→ Task goal:
All of the data must be written out verbatim, with pictures excluded.

→ Extracted material:
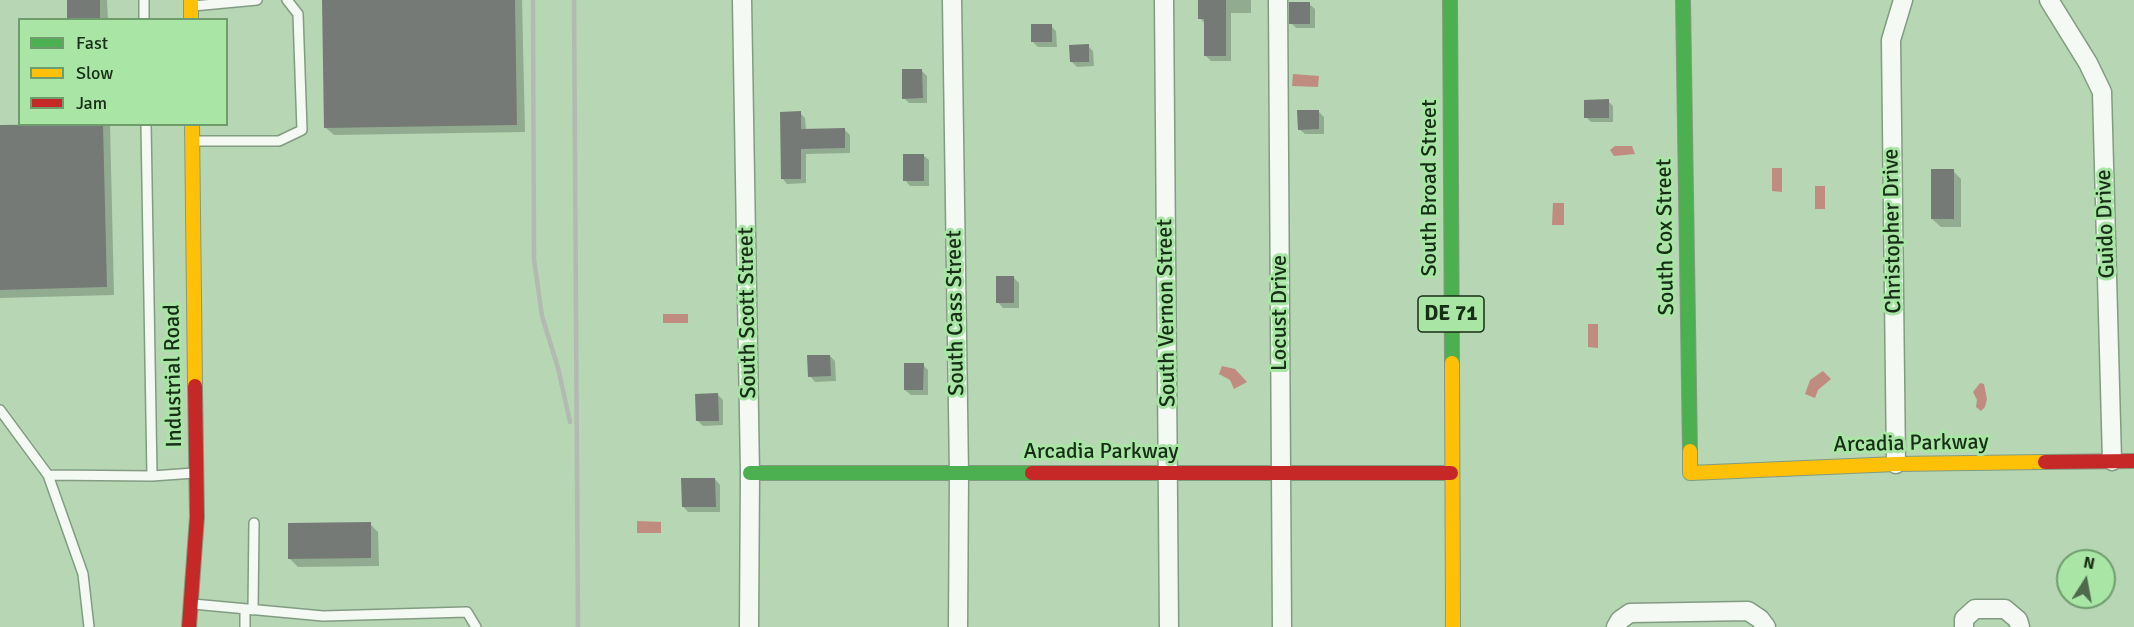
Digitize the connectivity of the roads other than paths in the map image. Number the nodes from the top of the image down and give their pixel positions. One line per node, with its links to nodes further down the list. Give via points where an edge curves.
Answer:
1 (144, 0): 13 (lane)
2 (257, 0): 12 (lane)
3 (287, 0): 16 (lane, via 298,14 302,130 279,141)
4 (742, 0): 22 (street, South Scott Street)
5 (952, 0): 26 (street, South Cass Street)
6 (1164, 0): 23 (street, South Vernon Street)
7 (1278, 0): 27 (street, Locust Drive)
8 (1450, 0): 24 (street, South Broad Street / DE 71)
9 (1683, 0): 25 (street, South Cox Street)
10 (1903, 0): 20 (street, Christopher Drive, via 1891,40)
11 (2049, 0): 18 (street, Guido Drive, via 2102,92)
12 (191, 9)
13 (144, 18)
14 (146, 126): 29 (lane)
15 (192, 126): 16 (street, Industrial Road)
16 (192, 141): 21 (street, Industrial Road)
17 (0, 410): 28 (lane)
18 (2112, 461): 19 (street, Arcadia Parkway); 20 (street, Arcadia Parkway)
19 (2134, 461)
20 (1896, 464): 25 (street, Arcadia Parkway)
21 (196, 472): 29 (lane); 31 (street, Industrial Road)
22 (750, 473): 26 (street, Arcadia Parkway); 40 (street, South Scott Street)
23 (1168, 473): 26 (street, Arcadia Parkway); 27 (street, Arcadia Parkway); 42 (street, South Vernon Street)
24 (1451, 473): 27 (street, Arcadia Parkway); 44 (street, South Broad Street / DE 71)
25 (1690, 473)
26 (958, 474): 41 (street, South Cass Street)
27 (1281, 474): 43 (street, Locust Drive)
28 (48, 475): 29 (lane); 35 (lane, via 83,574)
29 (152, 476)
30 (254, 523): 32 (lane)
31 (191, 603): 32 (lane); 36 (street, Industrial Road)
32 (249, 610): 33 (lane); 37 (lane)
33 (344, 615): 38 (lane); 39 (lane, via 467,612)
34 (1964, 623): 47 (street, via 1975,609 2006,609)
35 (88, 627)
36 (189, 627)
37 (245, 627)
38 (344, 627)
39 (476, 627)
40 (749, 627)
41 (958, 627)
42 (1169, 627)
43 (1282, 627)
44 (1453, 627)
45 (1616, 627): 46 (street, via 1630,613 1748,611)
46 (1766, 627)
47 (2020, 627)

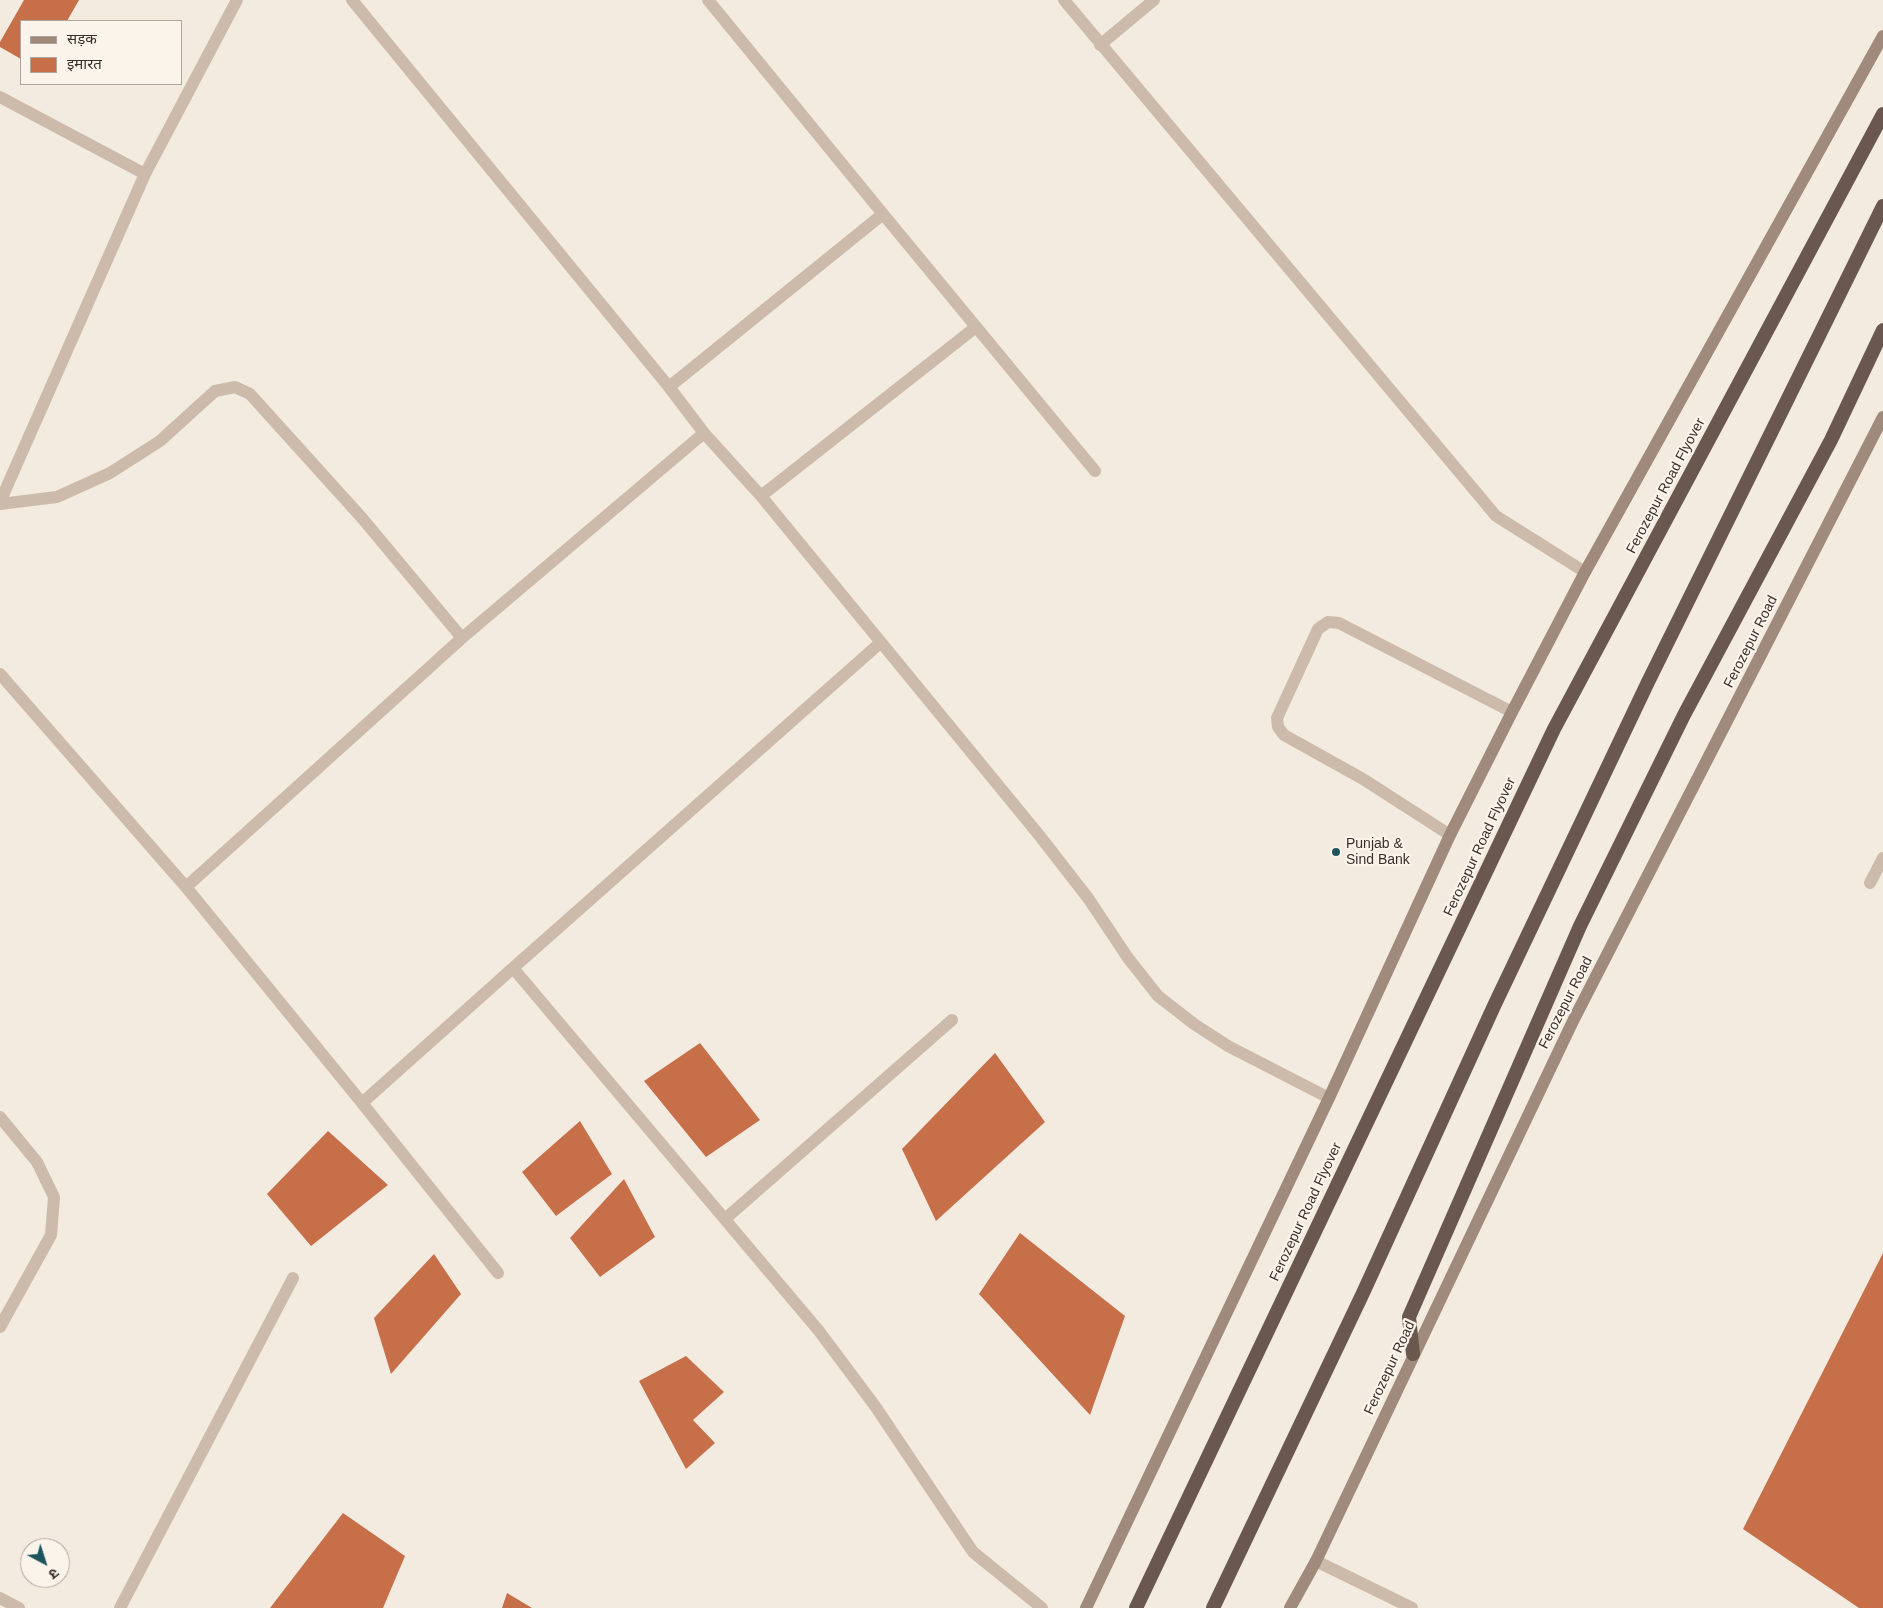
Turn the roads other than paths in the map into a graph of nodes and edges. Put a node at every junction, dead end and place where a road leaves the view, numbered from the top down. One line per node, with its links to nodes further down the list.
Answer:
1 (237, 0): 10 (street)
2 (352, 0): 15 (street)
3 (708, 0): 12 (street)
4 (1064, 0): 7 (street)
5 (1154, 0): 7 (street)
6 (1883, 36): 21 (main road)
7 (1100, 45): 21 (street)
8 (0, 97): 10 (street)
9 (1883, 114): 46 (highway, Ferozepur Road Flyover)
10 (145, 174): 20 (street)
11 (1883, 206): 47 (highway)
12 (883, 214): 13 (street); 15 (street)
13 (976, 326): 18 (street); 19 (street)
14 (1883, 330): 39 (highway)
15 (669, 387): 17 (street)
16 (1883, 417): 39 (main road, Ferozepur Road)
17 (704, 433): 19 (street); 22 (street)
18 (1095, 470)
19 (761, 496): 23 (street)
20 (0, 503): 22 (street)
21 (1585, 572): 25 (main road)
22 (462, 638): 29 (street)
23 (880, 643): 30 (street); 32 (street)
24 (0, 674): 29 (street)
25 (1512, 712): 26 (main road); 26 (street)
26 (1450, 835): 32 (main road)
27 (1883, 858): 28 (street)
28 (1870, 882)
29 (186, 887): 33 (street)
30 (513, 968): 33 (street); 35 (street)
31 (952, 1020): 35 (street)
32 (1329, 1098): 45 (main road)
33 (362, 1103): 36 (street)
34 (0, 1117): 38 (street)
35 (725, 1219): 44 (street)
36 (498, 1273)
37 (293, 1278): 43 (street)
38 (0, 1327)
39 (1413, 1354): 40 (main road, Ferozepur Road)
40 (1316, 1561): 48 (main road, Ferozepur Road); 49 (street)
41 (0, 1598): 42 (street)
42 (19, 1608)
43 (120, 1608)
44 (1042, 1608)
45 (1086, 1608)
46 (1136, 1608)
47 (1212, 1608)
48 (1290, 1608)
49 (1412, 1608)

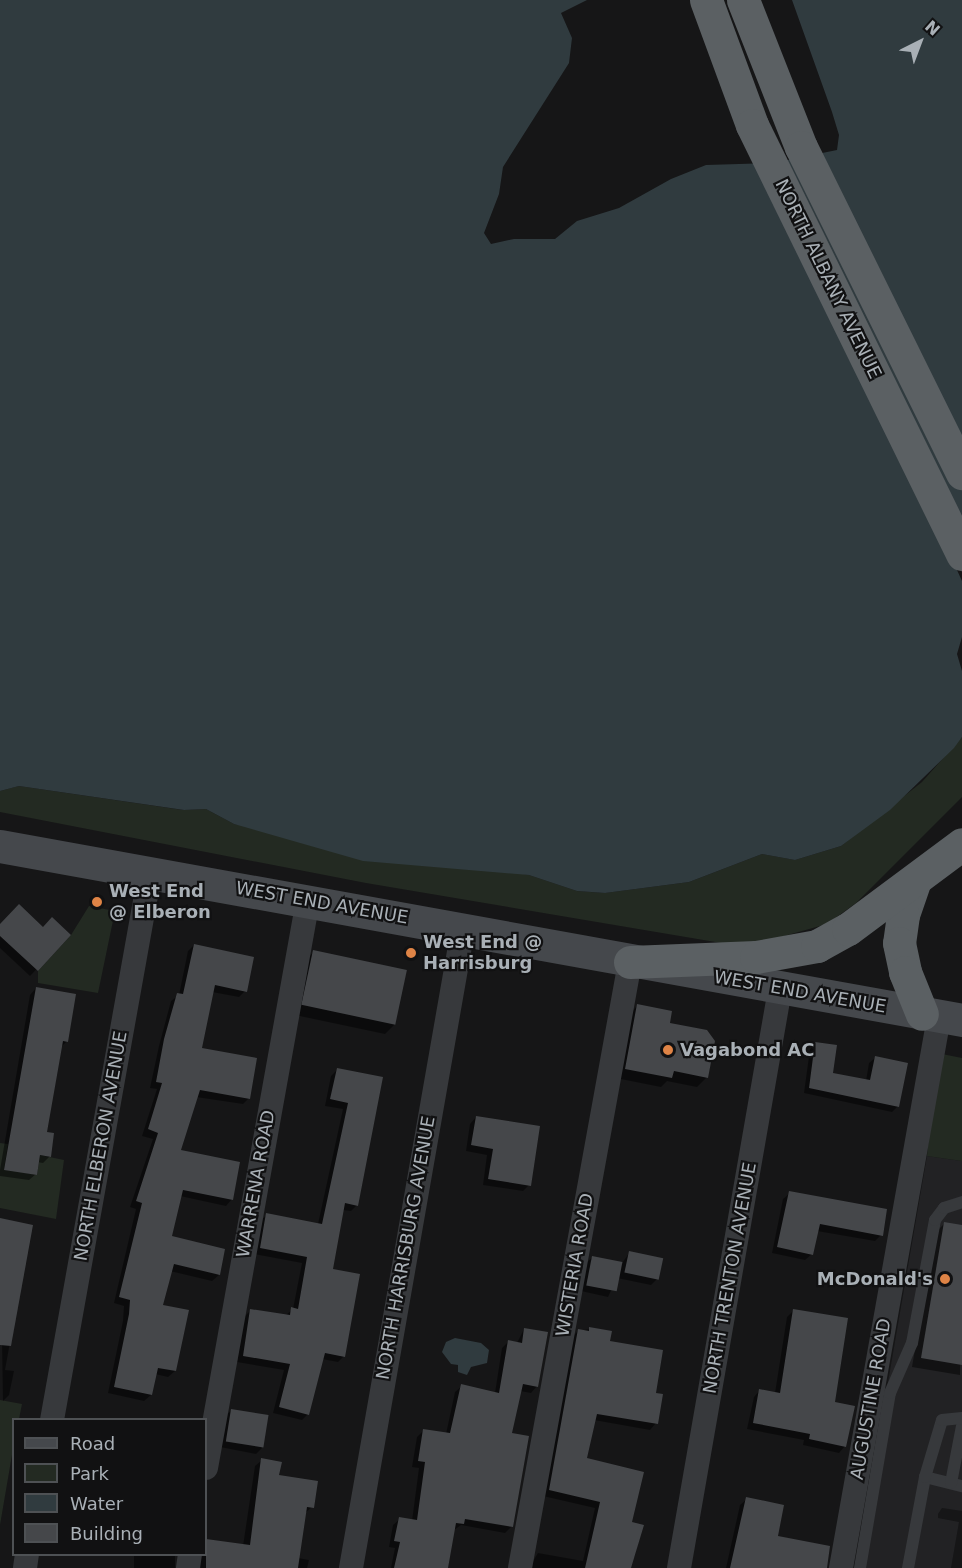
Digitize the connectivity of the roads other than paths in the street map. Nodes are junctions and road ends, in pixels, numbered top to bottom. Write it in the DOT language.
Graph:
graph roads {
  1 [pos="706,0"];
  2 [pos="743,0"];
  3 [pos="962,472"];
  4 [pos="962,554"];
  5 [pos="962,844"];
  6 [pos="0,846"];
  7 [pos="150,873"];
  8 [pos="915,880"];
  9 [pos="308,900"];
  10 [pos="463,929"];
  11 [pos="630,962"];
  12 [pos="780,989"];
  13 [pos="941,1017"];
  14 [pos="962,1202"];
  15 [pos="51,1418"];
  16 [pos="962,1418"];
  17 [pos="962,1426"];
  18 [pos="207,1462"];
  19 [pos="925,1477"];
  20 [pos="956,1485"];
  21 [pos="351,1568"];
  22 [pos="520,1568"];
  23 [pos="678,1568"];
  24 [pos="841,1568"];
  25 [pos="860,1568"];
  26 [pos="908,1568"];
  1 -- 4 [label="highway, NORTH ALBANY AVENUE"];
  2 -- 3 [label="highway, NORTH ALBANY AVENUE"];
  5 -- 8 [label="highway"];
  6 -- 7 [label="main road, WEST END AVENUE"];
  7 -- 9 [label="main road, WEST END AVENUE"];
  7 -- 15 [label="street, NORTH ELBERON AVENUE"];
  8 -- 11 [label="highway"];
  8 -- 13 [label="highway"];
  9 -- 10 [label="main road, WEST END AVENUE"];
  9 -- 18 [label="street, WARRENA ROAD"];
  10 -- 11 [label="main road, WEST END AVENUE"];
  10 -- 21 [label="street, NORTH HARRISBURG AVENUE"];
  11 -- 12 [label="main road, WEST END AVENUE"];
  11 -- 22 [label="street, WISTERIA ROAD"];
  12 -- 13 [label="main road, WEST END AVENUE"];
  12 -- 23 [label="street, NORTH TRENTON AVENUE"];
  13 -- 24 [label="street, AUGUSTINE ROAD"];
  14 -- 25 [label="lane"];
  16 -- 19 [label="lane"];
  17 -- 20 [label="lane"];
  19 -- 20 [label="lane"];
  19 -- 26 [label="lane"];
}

→ Answer to the problem:
Digitize the connectivity of the roads other than paths in the map image. Number the nodes from the top of the image down and give their pixel positions. One line per node, with its links to nodes further down the list. Give via points where an edge curves.
Answer:
1 (144, 0): 13 (lane)
2 (257, 0): 12 (lane)
3 (287, 0): 16 (lane, via 298,14 302,130 279,141)
4 (742, 0): 22 (street, South Scott Street)
5 (952, 0): 26 (street, South Cass Street)
6 (1164, 0): 23 (street, South Vernon Street)
7 (1278, 0): 27 (street, Locust Drive)
8 (1450, 0): 24 (street, South Broad Street / DE 71)
9 (1683, 0): 25 (street, South Cox Street)
10 (1903, 0): 20 (street, Christopher Drive, via 1891,40)
11 (2049, 0): 18 (street, Guido Drive, via 2102,92)
12 (191, 9)
13 (144, 18)
14 (146, 126): 29 (lane)
15 (192, 126): 16 (street, Industrial Road)
16 (192, 141): 21 (street, Industrial Road)
17 (0, 410): 28 (lane)
18 (2112, 461): 19 (street, Arcadia Parkway); 20 (street, Arcadia Parkway)
19 (2134, 461)
20 (1896, 464): 25 (street, Arcadia Parkway)
21 (196, 472): 29 (lane); 31 (street, Industrial Road)
22 (750, 473): 26 (street, Arcadia Parkway); 40 (street, South Scott Street)
23 (1168, 473): 26 (street, Arcadia Parkway); 27 (street, Arcadia Parkway); 42 (street, South Vernon Street)
24 (1451, 473): 27 (street, Arcadia Parkway); 44 (street, South Broad Street / DE 71)
25 (1690, 473)
26 (958, 474): 41 (street, South Cass Street)
27 (1281, 474): 43 (street, Locust Drive)
28 (48, 475): 29 (lane); 35 (lane, via 83,574)
29 (152, 476)
30 (254, 523): 32 (lane)
31 (191, 603): 32 (lane); 36 (street, Industrial Road)
32 (249, 610): 33 (lane); 37 (lane)
33 (344, 615): 38 (lane); 39 (lane, via 467,612)
34 (1964, 623): 47 (street, via 1975,609 2006,609)
35 (88, 627)
36 (189, 627)
37 (245, 627)
38 (344, 627)
39 (476, 627)
40 (749, 627)
41 (958, 627)
42 (1169, 627)
43 (1282, 627)
44 (1453, 627)
45 (1616, 627): 46 (street, via 1630,613 1748,611)
46 (1766, 627)
47 (2020, 627)

Turn the roads other than paths in the map into a graph of nodes and edges. Put a node at every junction, dead end and place where a road leaves the view, numbered from the top down. One line per node, with its links to nodes further down the list.
Answer:
1 (237, 0): 10 (street)
2 (352, 0): 15 (street)
3 (708, 0): 12 (street)
4 (1064, 0): 7 (street)
5 (1154, 0): 7 (street)
6 (1883, 36): 21 (main road)
7 (1100, 45): 21 (street)
8 (0, 97): 10 (street)
9 (1883, 114): 46 (highway, Ferozepur Road Flyover)
10 (145, 174): 20 (street)
11 (1883, 206): 47 (highway)
12 (883, 214): 13 (street); 15 (street)
13 (976, 326): 18 (street); 19 (street)
14 (1883, 330): 39 (highway)
15 (669, 387): 17 (street)
16 (1883, 417): 39 (main road, Ferozepur Road)
17 (704, 433): 19 (street); 22 (street)
18 (1095, 470)
19 (761, 496): 23 (street)
20 (0, 503): 22 (street)
21 (1585, 572): 25 (main road)
22 (462, 638): 29 (street)
23 (880, 643): 30 (street); 32 (street)
24 (0, 674): 29 (street)
25 (1512, 712): 26 (main road); 26 (street)
26 (1450, 835): 32 (main road)
27 (1883, 858): 28 (street)
28 (1870, 882)
29 (186, 887): 33 (street)
30 (513, 968): 33 (street); 35 (street)
31 (952, 1020): 35 (street)
32 (1329, 1098): 45 (main road)
33 (362, 1103): 36 (street)
34 (0, 1117): 38 (street)
35 (725, 1219): 44 (street)
36 (498, 1273)
37 (293, 1278): 43 (street)
38 (0, 1327)
39 (1413, 1354): 40 (main road, Ferozepur Road)
40 (1316, 1561): 48 (main road, Ferozepur Road); 49 (street)
41 (0, 1598): 42 (street)
42 (19, 1608)
43 (120, 1608)
44 (1042, 1608)
45 (1086, 1608)
46 (1136, 1608)
47 (1212, 1608)
48 (1290, 1608)
49 (1412, 1608)

Digitize the connectivity of the roads other than paths in the street map. Nodes are junctions and road ends, in pixels, numbered top to bottom. Write it in the DOT language.
Graph:
graph roads {
  1 [pos="706,0"];
  2 [pos="743,0"];
  3 [pos="962,472"];
  4 [pos="962,554"];
  5 [pos="962,844"];
  6 [pos="0,846"];
  7 [pos="150,873"];
  8 [pos="915,880"];
  9 [pos="308,900"];
  10 [pos="463,929"];
  11 [pos="630,962"];
  12 [pos="780,989"];
  13 [pos="941,1017"];
  14 [pos="962,1202"];
  15 [pos="51,1418"];
  16 [pos="962,1418"];
  17 [pos="962,1426"];
  18 [pos="207,1462"];
  19 [pos="925,1477"];
  20 [pos="956,1485"];
  21 [pos="351,1568"];
  22 [pos="520,1568"];
  23 [pos="678,1568"];
  24 [pos="841,1568"];
  25 [pos="860,1568"];
  26 [pos="908,1568"];
  1 -- 4 [label="highway, NORTH ALBANY AVENUE"];
  2 -- 3 [label="highway, NORTH ALBANY AVENUE"];
  5 -- 8 [label="highway"];
  6 -- 7 [label="main road, WEST END AVENUE"];
  7 -- 9 [label="main road, WEST END AVENUE"];
  7 -- 15 [label="street, NORTH ELBERON AVENUE"];
  8 -- 11 [label="highway"];
  8 -- 13 [label="highway"];
  9 -- 10 [label="main road, WEST END AVENUE"];
  9 -- 18 [label="street, WARRENA ROAD"];
  10 -- 11 [label="main road, WEST END AVENUE"];
  10 -- 21 [label="street, NORTH HARRISBURG AVENUE"];
  11 -- 12 [label="main road, WEST END AVENUE"];
  11 -- 22 [label="street, WISTERIA ROAD"];
  12 -- 13 [label="main road, WEST END AVENUE"];
  12 -- 23 [label="street, NORTH TRENTON AVENUE"];
  13 -- 24 [label="street, AUGUSTINE ROAD"];
  14 -- 25 [label="lane"];
  16 -- 19 [label="lane"];
  17 -- 20 [label="lane"];
  19 -- 20 [label="lane"];
  19 -- 26 [label="lane"];
}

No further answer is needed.